All the other docs were checked. This whole process was like a conveyor belt with 3 different seating zones but it was very well organised. 

Next we were led to the carousel where our luggage was already being unloaded.  I was one of the first few people to reach the baggage hall (again, totally deserted) and got my trolley and waited for my suitcases.

Thankfully, my cases were some of the first up, so I grabbed them and was directed to the exit and the waiting representatives from the ASQ hotels. 

Just as I was exiting the hall, I realised I had left my expensive 4k MSi laptop in the hall. I immediately assumed that it would be gone, ‘borrowed’ by someone else, as I hurried back, but no…there it was, all on its own by the carousel with no one anywhere near it!. 

Computer recovered, I exited and made contact with the Siam Manarina rep.

----------


## Thai Dhupp

I was led immediately to a waiting mini bus and my cases were loaded in by personnel in Tyvek jumpsuits. I waited in the bus for about 35 minutes for another family also staying at the hotel. They finally arrived (apparently they DID have trouble with paperwork) and we set off to the Hotel.

In reception, we booked in and the 24 hour nurse allocated to the hotel took BP, temp, weight etc. She told us the first COVID19 test would be in 3 days’ time, and until then we were confined to the room 24-hours a day. we would be keeping contact via the LINE app and someone was always available

OK... more to follow about the hotel itself

----------


## Thai Dhupp

> ...exciting stuff! Congratulations on getting through all of it...welcome home...

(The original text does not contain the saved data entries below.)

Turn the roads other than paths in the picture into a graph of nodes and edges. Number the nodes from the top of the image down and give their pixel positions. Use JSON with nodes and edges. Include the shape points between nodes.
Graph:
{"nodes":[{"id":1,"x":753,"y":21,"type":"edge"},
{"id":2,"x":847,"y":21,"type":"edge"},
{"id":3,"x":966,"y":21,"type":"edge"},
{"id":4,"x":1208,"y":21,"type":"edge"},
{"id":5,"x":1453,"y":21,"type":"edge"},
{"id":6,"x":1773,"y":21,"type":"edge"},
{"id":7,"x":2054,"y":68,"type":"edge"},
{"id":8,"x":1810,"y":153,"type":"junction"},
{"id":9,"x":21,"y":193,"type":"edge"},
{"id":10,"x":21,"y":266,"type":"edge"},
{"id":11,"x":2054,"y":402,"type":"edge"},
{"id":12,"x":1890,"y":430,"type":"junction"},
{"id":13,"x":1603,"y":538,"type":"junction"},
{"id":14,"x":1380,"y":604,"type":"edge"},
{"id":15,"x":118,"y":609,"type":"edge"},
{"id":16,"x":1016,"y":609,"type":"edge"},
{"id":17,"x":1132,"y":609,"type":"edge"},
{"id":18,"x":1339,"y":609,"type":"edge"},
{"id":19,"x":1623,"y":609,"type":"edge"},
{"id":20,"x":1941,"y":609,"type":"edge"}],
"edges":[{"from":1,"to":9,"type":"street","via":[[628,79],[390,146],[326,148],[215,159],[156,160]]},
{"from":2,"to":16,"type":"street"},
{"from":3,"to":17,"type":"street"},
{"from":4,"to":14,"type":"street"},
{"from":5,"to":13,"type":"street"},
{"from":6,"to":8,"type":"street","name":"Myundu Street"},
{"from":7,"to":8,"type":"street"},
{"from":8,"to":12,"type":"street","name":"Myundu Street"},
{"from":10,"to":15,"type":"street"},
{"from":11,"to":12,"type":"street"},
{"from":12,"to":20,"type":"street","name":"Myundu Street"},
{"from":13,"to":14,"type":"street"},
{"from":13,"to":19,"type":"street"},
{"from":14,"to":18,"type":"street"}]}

Thanks *TC.*.. its good to be back!

Yeah - I was excited once I came out of *Suvarnabhumi* - a realisation that I had actually made it back.

----------


## Saint Willy

Congrats on getting home, sounds like a mission.

----------


## Airportwo

Welcome home TD! doubtless been an utter hassle, but given the choices! Good you had the wherewithal to wade through the BS put in your way, many wouldn't have managed.

----------


## Neverna

Congrats, TD. Welcome home.

----------


## Edmond

Congrats TD, and welcome home. And enjoy that retirement! 


What an utter clusterfok Covid has caused globally eh.

----------


## Backspin

How did you pass the time ? Porn is blocked at the airport WiFi eh ? :Smile:

----------


## Bogon

Well done!




> fate helped in the form of the Siam Mandarina, a hotel I know well from its days as the Grand Inncome. It is within 2 miles of my wife’s family and only 10 minutes from Suvarnabhumi.


That's where I stayed. 

2 Things of note. First, the rooms have no balcony. so you have to go all the way to the lobby and exit for a ciggie. Second, my daughter was gutted that the Crystal restaurant was not actually made of of crystal. 

I think she had visions that the restaurant looked a bit like Superman's home.

We cut our holiday short and was lucky to get on the last flight back before Thailand closed their borders in March.

----------


## nidhogg

Welcome back.  Simple fact is, for many of us Thailand is home.

----------


## HuangLao

Cheers, TD! 
Welcome home....

 :Smile:

----------


## Thai Dhupp

> Congrats on getting home, sounds like a mission.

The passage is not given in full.